> [TASK INPUT]:
************

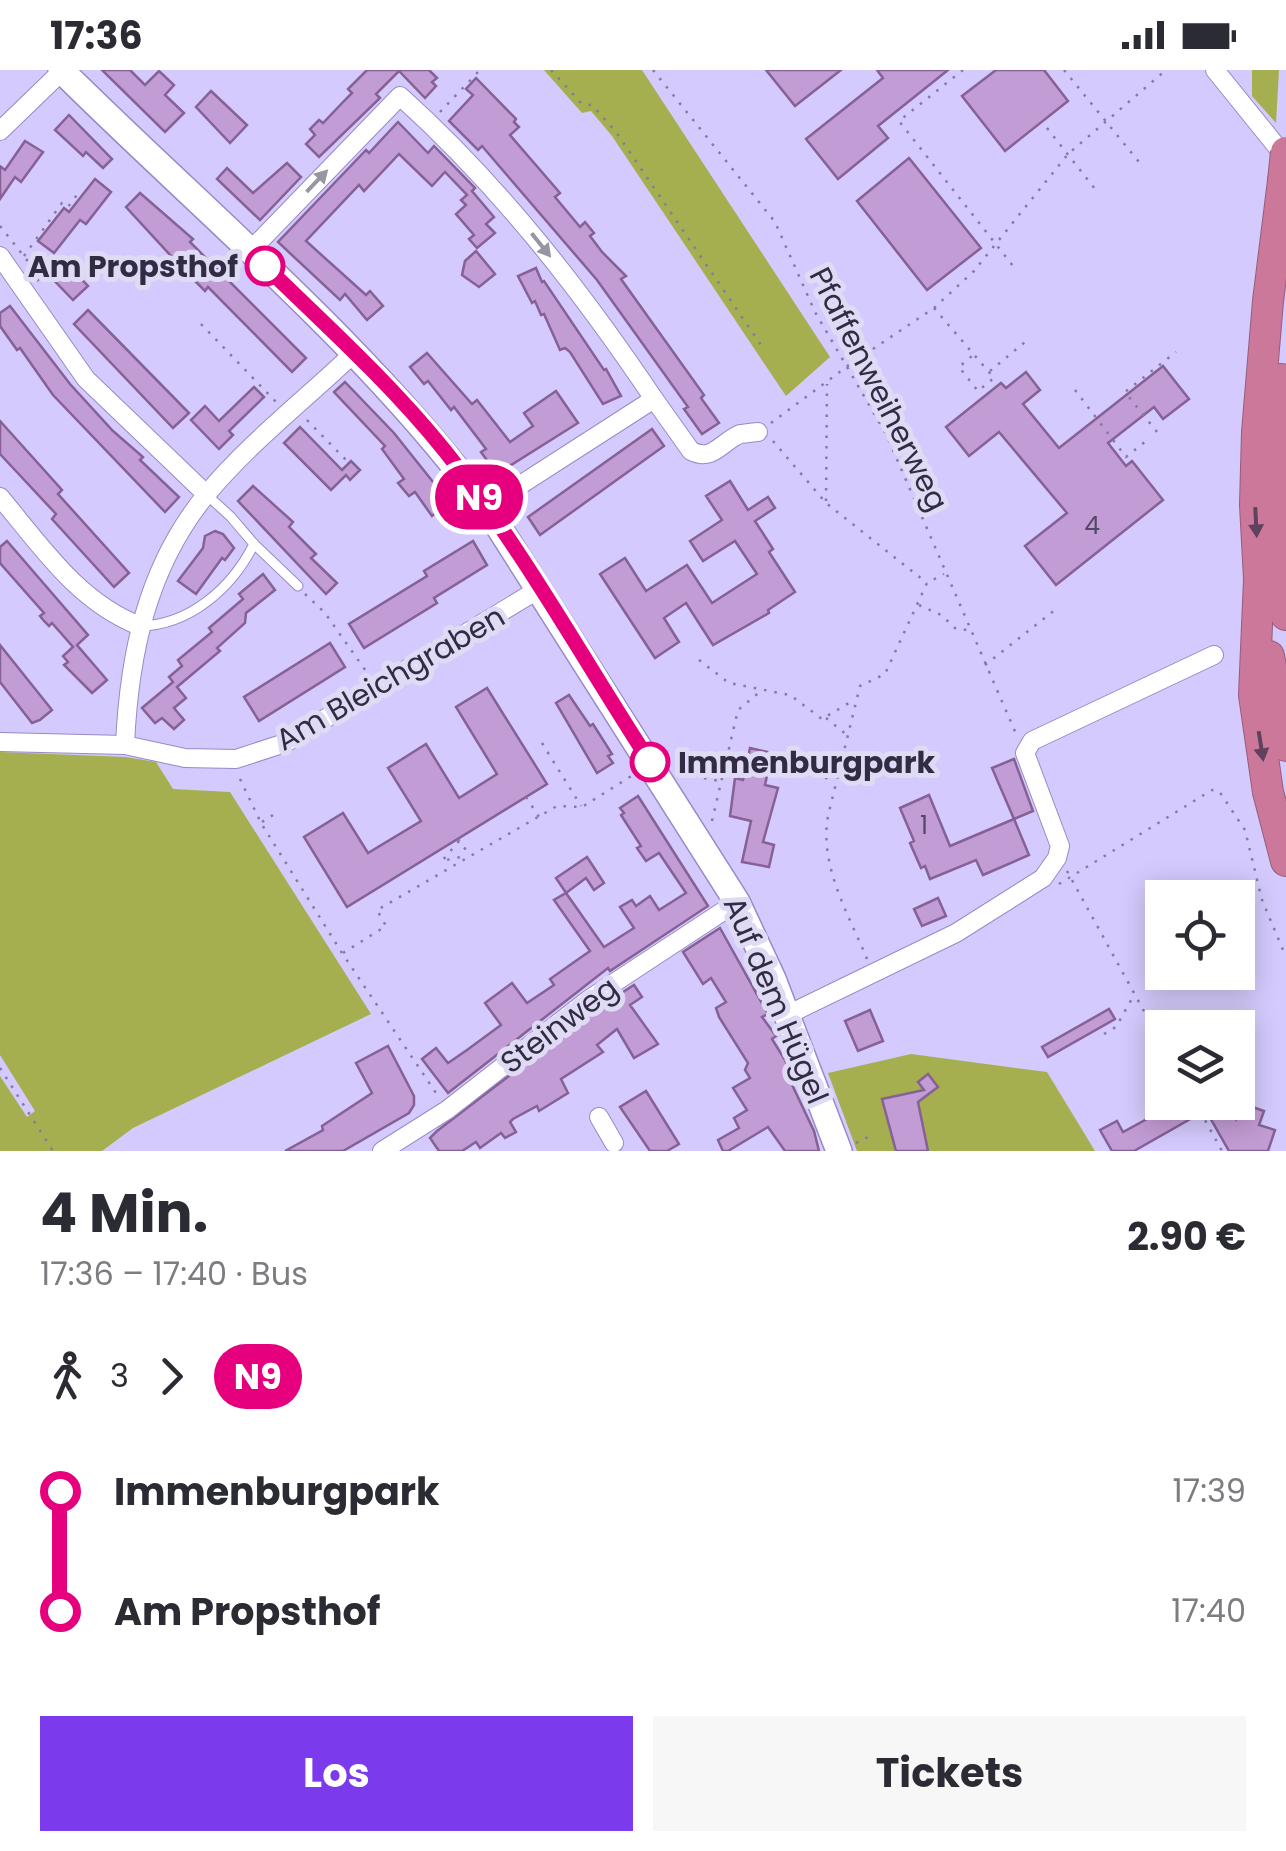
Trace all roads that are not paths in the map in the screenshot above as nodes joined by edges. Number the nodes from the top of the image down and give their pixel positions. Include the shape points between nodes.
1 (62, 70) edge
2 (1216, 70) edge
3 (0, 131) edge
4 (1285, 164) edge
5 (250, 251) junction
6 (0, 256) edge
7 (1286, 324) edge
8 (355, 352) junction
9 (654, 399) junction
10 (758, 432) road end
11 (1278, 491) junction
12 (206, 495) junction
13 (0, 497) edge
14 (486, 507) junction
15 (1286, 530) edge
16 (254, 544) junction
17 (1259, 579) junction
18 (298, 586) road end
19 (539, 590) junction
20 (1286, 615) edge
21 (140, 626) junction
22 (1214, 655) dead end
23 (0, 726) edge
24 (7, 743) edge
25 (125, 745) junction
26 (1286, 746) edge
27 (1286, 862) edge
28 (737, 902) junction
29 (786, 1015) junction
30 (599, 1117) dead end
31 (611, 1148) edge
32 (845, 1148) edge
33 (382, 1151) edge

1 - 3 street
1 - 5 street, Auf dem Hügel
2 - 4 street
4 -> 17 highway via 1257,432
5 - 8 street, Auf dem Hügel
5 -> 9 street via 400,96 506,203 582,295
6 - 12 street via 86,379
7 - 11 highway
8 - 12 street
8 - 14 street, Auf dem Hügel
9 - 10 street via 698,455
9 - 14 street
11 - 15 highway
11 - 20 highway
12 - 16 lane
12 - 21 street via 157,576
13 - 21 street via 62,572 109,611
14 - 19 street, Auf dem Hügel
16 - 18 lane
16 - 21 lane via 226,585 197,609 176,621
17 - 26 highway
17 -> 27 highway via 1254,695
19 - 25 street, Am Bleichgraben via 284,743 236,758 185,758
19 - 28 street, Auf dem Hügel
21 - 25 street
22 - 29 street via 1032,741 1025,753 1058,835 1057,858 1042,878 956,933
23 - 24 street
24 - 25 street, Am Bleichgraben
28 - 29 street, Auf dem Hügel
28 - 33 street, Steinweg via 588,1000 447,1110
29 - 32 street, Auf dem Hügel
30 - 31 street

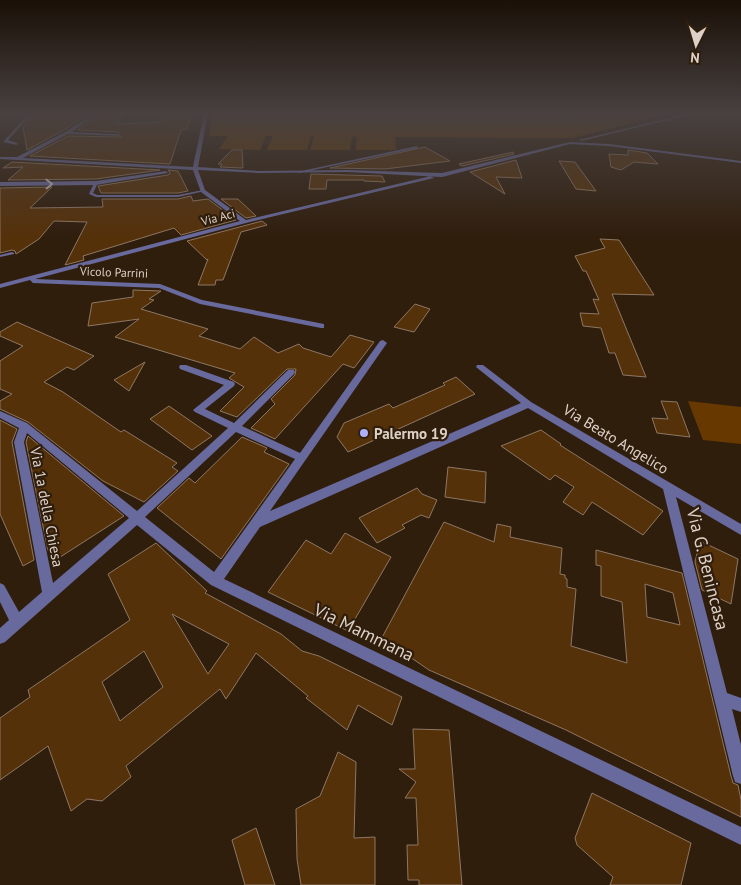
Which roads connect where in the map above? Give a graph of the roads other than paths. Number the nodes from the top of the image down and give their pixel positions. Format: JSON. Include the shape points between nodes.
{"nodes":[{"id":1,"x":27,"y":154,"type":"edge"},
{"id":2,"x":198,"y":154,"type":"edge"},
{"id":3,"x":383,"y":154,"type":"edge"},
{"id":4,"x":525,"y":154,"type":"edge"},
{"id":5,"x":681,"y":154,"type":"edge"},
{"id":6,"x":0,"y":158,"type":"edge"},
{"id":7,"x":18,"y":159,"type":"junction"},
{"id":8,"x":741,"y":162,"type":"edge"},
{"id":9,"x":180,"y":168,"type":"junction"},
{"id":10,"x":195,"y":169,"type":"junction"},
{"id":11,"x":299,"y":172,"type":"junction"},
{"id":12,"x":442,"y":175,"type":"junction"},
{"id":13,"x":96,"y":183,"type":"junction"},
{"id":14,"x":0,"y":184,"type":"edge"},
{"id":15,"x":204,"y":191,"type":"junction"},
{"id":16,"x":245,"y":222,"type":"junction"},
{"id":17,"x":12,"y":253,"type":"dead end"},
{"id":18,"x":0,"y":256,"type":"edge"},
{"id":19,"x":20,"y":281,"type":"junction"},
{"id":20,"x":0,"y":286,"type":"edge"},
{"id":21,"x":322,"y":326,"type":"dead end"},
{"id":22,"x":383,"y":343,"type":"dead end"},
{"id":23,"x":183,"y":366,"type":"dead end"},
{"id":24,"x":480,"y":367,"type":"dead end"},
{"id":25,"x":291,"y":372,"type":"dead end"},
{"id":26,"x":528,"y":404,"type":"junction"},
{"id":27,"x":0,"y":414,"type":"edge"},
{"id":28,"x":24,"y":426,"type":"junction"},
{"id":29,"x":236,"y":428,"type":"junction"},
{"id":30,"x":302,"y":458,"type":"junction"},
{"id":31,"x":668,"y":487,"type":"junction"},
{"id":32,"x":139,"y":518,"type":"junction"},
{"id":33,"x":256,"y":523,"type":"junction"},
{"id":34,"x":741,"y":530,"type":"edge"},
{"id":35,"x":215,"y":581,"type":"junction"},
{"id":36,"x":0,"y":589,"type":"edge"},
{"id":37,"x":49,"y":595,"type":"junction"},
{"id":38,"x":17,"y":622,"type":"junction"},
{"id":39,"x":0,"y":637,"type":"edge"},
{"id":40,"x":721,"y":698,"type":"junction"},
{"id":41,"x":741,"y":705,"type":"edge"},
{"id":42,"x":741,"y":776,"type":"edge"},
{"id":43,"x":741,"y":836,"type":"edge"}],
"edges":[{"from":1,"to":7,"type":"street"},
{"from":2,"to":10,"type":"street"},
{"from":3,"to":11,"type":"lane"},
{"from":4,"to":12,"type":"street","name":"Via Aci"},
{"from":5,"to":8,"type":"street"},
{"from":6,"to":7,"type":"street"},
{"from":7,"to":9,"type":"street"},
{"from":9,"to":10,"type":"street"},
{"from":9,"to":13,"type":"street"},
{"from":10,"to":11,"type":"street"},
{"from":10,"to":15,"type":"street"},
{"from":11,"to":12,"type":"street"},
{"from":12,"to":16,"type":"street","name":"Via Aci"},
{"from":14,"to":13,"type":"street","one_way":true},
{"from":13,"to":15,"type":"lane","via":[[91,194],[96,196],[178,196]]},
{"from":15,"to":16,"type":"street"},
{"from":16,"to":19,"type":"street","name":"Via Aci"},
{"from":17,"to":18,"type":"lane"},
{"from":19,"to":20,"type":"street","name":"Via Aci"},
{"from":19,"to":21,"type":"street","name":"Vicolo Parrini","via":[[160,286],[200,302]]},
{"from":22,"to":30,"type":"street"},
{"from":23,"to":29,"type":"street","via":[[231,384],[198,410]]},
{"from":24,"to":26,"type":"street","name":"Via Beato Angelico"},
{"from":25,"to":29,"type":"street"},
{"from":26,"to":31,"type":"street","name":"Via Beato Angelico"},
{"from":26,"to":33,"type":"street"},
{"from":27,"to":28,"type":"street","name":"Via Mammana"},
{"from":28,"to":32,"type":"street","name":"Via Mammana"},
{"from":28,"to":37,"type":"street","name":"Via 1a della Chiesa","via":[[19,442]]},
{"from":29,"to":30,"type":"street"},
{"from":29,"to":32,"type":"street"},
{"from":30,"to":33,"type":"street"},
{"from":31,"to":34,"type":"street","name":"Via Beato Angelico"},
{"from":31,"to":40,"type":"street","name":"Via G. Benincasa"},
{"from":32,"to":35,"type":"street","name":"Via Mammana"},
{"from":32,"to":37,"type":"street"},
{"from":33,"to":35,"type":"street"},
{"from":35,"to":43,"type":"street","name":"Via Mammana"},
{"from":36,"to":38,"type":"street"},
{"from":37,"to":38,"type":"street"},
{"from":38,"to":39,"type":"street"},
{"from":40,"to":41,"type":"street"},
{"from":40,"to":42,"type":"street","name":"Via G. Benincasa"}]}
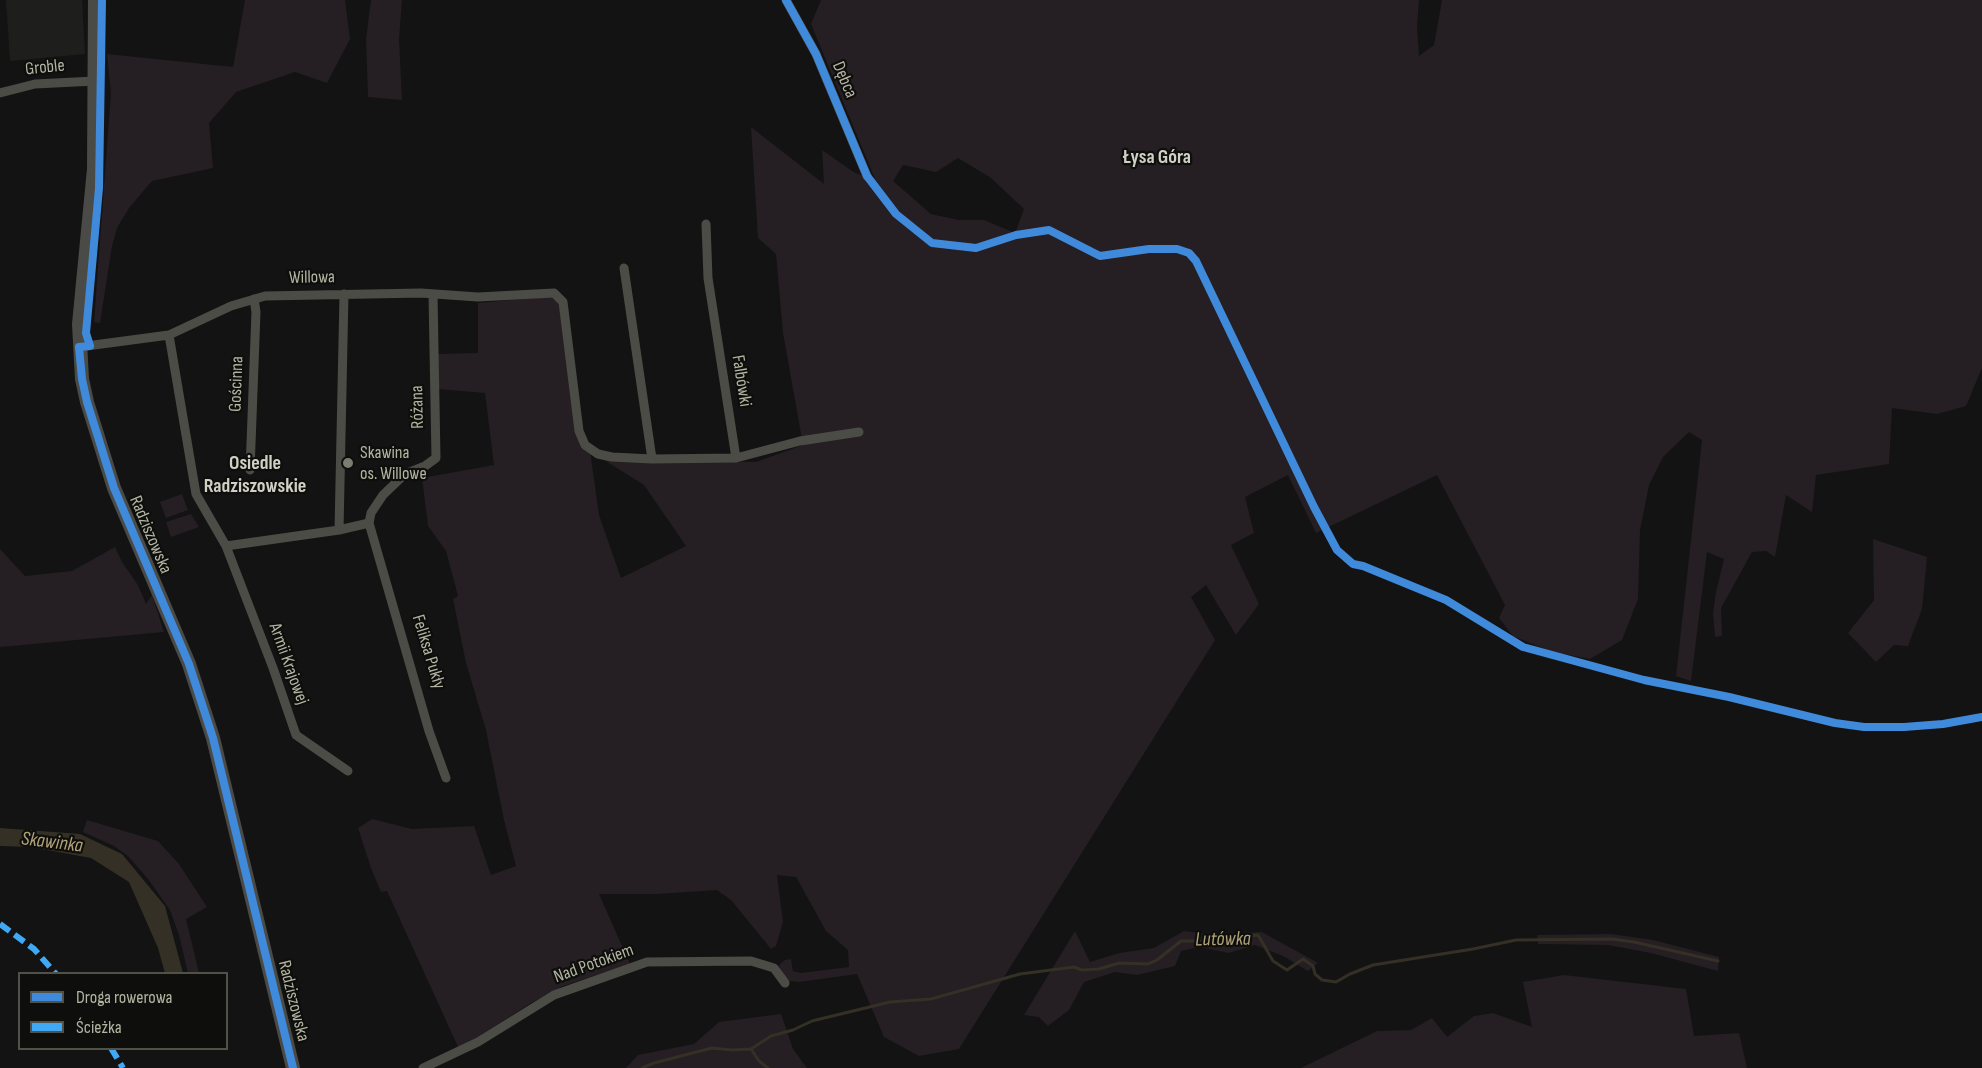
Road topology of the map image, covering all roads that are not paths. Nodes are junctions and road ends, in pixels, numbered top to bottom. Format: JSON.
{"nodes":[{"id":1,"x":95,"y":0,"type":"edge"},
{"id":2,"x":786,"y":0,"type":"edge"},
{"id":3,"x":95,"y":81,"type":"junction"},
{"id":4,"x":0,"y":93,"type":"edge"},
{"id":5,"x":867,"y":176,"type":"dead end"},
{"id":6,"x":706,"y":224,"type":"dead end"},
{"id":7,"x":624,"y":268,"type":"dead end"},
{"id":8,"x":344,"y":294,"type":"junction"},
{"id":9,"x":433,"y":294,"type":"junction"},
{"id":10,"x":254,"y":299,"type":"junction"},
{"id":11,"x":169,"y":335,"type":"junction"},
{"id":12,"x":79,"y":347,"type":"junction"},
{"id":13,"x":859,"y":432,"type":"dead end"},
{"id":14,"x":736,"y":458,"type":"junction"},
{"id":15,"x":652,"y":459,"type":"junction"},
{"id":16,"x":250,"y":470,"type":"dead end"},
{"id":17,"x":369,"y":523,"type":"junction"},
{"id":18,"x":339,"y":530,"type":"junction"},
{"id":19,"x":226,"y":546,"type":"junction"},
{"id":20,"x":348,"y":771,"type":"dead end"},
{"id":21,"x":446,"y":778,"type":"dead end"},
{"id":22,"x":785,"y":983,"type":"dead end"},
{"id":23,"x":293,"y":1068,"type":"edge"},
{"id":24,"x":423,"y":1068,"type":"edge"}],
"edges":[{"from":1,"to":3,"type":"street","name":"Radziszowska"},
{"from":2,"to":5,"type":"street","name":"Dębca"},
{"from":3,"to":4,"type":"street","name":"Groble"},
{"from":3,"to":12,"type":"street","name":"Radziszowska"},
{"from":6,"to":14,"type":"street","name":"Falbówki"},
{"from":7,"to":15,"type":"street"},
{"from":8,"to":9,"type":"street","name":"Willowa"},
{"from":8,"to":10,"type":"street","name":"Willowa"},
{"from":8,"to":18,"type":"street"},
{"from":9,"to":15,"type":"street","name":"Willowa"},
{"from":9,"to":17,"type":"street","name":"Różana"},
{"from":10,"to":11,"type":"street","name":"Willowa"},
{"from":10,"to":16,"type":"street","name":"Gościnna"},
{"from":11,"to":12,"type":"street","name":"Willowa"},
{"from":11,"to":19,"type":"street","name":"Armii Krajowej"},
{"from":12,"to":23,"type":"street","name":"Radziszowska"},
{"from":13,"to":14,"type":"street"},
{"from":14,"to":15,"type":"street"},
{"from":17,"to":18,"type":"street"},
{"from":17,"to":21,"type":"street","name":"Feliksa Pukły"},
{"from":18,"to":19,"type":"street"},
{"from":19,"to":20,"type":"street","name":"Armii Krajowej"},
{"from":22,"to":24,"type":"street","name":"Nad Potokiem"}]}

************

> [WHAT TO DO]: Count each line above in which the string "Radziszowska" appears, then state only the total.

> [EXERCISE OUTPUT]: 3